Em causa está um projeto orçado em 216,6 milhões de euros, integrado num plano estratégico que prevê um investimento global de 931 milhões de euros ao longo da próxima década. Para o Bloco de Esquerda, a opção por uma expansão terrestre representa “uma escolha de desenvolvimento que sacrifica deliberadamente o ordenamento do território” de Matosinhos, ao impor um recuo da malha urbana face à infraestrutura portuária.
Segundo o partido, o modelo adotado promove um crescimento “para terra”, com impactos diretos em infraestruturas de uso público, agravando problemas já sentidos pela população, como a mobilidade urbana, o ruído e a qualidade do ar. O Bloco alerta ainda para a perda de valências sociais e de lazer, sublinhando que o projeto pode comprometer áreas relevantes para a vivência quotidiana dos residentes.
A iniciativa parlamentar recorda que a expansão do Terminal de Contentores Norte mereceu um parecer desfavorável fundamentado da Câmara Municipal de Matosinhos, que já tinha sinalizado consequências graves para a mobilidade urbana e para a paisagem de Leça da Palmeira. Estas preocupações, sustenta o Bloco de Esquerda, reforçam a necessidade de uma reavaliação profunda do projeto e das suas alternativas.

Outro dos pontos destacados prende-se com a dimensão temporal do investimento. O horizonte de construção previsto é de 54 meses, enquanto a concessão associada ao terminal poderá estender-se por um período até 75 anos.
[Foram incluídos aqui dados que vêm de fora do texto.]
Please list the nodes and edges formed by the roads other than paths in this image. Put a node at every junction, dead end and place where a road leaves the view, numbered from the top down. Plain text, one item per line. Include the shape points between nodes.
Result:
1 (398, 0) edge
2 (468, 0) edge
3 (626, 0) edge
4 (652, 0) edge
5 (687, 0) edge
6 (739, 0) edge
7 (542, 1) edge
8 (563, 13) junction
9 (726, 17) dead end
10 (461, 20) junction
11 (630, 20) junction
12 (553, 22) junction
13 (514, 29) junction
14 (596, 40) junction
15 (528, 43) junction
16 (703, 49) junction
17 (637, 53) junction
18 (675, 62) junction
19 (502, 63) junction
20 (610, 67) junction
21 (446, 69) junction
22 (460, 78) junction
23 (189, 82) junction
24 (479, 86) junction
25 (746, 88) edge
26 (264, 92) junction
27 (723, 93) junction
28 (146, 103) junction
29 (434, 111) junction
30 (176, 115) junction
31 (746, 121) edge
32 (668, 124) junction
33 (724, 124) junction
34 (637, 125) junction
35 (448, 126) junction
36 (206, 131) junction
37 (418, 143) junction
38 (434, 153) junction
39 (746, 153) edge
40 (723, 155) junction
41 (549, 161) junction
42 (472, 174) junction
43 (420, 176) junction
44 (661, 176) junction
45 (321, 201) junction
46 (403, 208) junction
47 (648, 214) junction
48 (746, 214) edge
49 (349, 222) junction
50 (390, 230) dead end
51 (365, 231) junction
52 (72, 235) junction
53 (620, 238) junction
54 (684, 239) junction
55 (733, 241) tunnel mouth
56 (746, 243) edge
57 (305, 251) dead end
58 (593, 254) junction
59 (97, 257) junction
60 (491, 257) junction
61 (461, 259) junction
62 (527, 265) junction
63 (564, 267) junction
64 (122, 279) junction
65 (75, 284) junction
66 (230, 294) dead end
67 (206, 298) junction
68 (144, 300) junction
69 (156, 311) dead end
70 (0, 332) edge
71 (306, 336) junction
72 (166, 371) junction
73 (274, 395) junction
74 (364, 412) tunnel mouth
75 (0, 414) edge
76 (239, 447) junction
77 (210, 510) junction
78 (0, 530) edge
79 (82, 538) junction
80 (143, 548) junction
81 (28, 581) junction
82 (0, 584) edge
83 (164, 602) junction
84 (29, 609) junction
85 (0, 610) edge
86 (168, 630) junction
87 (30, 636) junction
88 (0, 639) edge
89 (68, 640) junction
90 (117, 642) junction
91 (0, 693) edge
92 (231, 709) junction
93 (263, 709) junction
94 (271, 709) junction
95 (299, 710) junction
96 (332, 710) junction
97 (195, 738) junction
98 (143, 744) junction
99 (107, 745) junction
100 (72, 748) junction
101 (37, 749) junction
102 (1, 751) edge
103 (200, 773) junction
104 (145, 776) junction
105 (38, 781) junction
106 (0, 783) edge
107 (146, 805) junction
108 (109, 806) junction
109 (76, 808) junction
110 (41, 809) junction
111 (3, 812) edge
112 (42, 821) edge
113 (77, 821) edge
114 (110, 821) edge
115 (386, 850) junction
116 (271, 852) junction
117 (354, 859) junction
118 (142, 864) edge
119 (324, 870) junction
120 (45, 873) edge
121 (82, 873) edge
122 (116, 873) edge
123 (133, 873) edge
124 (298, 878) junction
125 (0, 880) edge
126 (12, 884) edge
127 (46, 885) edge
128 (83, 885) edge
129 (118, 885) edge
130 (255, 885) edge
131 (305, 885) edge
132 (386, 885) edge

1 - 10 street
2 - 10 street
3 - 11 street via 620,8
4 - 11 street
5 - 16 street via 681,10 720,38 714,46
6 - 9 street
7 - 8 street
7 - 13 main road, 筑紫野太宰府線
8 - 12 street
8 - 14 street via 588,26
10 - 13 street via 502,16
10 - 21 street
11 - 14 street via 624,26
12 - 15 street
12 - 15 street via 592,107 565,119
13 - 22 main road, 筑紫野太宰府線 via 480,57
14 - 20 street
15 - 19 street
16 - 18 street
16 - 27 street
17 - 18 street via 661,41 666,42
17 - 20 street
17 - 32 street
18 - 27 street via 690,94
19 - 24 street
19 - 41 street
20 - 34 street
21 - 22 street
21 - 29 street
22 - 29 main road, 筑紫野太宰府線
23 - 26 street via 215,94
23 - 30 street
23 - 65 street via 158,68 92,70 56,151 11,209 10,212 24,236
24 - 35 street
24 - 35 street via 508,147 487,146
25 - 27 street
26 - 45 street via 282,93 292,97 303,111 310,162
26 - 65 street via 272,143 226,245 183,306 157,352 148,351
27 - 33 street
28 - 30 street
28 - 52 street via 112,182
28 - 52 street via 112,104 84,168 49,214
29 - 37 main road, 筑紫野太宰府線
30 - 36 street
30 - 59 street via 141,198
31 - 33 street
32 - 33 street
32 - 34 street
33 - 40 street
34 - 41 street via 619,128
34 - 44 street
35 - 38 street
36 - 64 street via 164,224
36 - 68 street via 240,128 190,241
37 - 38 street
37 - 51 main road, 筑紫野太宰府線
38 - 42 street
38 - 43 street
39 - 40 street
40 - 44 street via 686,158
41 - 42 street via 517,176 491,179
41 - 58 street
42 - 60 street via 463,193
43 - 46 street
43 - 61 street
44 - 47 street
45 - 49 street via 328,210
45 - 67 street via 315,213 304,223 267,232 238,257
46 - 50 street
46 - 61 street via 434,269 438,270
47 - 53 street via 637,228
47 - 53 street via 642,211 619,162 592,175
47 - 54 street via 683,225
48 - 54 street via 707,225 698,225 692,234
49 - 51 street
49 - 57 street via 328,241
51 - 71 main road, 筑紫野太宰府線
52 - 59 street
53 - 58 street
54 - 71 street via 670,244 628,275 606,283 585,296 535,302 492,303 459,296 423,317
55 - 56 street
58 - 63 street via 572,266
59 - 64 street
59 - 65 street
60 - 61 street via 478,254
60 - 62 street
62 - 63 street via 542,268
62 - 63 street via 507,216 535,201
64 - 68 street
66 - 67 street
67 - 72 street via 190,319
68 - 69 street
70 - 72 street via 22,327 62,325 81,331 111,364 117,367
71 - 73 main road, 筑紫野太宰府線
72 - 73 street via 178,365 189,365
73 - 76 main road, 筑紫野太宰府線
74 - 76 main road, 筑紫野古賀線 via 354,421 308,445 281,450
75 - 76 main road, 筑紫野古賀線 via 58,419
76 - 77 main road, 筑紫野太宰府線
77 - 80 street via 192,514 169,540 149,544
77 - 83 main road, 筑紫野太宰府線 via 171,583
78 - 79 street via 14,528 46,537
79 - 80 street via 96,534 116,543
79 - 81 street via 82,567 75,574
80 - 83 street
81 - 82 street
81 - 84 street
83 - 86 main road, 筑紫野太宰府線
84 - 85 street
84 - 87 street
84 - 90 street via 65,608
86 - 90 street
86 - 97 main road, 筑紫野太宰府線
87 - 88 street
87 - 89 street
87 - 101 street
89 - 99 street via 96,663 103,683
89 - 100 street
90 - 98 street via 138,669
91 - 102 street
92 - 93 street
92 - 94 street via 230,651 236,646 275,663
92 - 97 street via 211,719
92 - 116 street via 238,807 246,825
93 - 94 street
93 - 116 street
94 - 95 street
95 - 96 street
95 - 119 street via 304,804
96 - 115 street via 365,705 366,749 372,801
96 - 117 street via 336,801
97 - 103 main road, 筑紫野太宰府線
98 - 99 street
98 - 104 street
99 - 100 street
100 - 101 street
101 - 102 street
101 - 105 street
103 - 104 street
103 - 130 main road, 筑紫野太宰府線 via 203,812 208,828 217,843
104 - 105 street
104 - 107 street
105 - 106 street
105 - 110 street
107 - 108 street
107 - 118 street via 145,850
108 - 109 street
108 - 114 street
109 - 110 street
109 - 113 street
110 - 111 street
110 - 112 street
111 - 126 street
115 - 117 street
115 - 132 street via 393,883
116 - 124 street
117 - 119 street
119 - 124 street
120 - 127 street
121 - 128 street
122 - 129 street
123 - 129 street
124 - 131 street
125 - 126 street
Para o deputado Fabian Figueiredo, esta duração torna ainda mais relevante o escrutínio público e político das opções tomadas, uma vez que os seus efeitos se prolongarão por várias gerações.
Nesse sentido, o Bloco de Esquerda questiona o Executivo sobre as razões técnicas e políticas que justificam a manutenção deste modelo de expansão terrestre, considerando-o “manifestamente lesivo para a qualidade de vida dos matosinhenses”. O partido quer também saber de que forma o Governo pretende mitigar as “externalidades negativas severas” do projeto, incluindo os impactos ambientais e de mobilidade que, sublinha, já foram denunciados pelo próprio município.
A representação parlamentar interroga ainda o Ministério das Infraestruturas e Habitação sobre a alegada negligência de alternativas de expansão marítima, que, segundo o Bloco, poderiam responder às necessidades de crescimento do porto sem provocar o encolhimento da malha urbana nem a destruição de equipamentos e espaços de uso coletivo.
Com esta pergunta escrita, o Bloco de Esquerda pretende forçar o Governo a prestar esclarecimentos detalhados sobre um projeto que considera estruturante para o futuro do Porto de Leixões, mas também potencialmente penalizador para o território e para a população de Matosinhos, exigindo um equilíbrio mais claro entre desenvolvimento económico, sustentabilidade ambiental e qualidade de vida.